LCH is one of the “histiocytosis syndromes,” as defined by the Histiocyte Society. LCH is an abnormal proliferation and dissemination of histiocytes. It is named after the appearance of the cells, which resemble the normal dendritic cells first noted by Langerhans. As per WHO, LCH is of three types: LCH with solitary lesion, multiple lesions, and disseminated/with visceral involvement.^[4] The Langerhans cells are characteristically immunoreactive to CD1a, CD207 (Langerin), S100, CD68, and vimentin.^[5] Electron microscopy shows the pathognomic Birbeck’s granules.

LCH can involve any body tissue, most commonly bone, but it can also involve skin, neurohypophysis, oral cavity, anogenital region, lungs, liver, spleen, and kidney.^[3] It was formerly considered as a disease of childhood, but it is often found in adulthood.

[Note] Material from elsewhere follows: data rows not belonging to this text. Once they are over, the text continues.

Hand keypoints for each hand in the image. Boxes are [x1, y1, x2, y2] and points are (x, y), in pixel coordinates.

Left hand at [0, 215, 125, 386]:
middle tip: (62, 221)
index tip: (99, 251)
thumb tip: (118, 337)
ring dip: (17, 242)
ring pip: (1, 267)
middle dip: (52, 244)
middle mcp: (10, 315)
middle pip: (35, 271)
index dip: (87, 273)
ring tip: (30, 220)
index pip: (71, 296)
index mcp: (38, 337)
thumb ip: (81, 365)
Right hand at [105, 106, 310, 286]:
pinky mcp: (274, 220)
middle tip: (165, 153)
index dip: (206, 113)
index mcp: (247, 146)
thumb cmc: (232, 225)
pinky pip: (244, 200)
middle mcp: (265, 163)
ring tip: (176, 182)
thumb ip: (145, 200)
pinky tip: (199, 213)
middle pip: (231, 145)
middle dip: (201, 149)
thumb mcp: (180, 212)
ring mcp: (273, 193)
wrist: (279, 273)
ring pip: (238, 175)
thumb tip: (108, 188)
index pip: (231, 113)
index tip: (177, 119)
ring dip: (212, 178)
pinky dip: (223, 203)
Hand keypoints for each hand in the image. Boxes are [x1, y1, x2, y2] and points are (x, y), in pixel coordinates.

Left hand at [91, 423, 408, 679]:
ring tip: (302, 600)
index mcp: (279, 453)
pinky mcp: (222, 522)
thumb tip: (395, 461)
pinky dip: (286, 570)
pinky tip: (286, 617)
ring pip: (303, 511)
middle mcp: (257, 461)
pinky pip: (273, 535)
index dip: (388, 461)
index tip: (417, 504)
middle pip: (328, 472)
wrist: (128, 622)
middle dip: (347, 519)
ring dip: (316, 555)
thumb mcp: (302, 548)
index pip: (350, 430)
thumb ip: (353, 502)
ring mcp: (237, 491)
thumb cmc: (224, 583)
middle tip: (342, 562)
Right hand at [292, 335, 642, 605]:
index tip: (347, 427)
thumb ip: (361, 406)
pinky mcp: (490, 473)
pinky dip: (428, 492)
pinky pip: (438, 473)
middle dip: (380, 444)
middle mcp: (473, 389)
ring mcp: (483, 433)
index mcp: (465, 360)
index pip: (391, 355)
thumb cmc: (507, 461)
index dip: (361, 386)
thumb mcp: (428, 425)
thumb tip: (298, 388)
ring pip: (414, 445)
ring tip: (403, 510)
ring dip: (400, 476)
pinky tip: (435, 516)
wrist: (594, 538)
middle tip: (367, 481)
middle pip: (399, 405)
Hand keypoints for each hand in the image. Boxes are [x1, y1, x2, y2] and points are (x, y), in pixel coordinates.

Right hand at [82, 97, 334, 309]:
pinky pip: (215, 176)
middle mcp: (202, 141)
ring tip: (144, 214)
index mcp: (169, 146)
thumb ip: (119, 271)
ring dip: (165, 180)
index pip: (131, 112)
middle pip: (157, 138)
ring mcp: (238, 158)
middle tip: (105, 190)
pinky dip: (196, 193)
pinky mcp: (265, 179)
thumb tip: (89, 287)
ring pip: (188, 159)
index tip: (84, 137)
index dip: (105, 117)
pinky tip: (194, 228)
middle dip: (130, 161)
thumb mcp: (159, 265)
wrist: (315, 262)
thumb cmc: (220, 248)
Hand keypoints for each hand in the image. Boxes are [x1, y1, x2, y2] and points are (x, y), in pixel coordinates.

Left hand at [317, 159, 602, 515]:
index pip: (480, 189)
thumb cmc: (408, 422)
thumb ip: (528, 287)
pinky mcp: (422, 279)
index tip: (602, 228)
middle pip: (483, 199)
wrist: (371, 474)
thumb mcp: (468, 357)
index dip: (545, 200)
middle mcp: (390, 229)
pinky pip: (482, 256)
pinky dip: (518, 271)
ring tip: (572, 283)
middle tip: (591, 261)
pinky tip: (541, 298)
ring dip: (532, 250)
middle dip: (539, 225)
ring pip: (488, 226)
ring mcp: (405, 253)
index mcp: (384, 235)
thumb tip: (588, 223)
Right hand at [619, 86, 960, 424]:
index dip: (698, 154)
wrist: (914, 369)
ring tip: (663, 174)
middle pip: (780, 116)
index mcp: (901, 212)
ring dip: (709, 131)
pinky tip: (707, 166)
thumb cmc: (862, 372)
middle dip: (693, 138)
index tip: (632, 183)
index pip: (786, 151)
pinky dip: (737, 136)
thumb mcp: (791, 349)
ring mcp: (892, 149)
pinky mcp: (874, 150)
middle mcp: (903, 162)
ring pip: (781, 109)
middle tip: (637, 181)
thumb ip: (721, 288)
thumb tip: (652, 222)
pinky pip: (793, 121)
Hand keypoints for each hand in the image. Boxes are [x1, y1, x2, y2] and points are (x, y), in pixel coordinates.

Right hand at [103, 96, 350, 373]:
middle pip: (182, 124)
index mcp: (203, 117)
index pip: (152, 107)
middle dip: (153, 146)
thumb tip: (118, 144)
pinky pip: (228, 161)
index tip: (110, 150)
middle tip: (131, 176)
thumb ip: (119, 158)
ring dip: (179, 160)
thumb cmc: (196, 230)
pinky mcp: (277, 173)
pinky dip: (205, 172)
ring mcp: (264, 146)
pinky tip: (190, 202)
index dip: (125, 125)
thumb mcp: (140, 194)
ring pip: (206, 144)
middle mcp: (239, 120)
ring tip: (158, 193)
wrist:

There is controversy about whether LCH is a malignancy or an inflammatory lesion. None of the epidemiological studies suggests the infectious or environmental cause. Various previous studies^[6] and recent studies by scientists at Dana-Farber Cancer Institute have shown a mutant oncogene, BRAF V600E, in more than half of LCH biopsy samples over time, suggesting LCH as a neoplatic disorder. Also, clonal nature of LH cells and shared mutations with hemopoietic precursors favor the reclassification of LCH as a myeloid neoplastic disorder. BRAF V600E mutations are found in 65%–75% of LCH cases. It activates the MAP-Kinase pathway for cell proliferation. Peripheral blood mononuclear cells (PBMC) express BRAF 600E mutations in high-risk (multiorgan), LCH which is absent in low-risk LCH confined to local skin, bone, and lymph nodes. In high-risk cases, the histiocytes (dendritic cells) are derived from the PBMC or from myeloid progenitor cells in the bone marrow. They migrate into the tissues. The role of MAPK inhibitors (Vemurafenib and Dabrafenib) in high-risk lesions is under clinical trial.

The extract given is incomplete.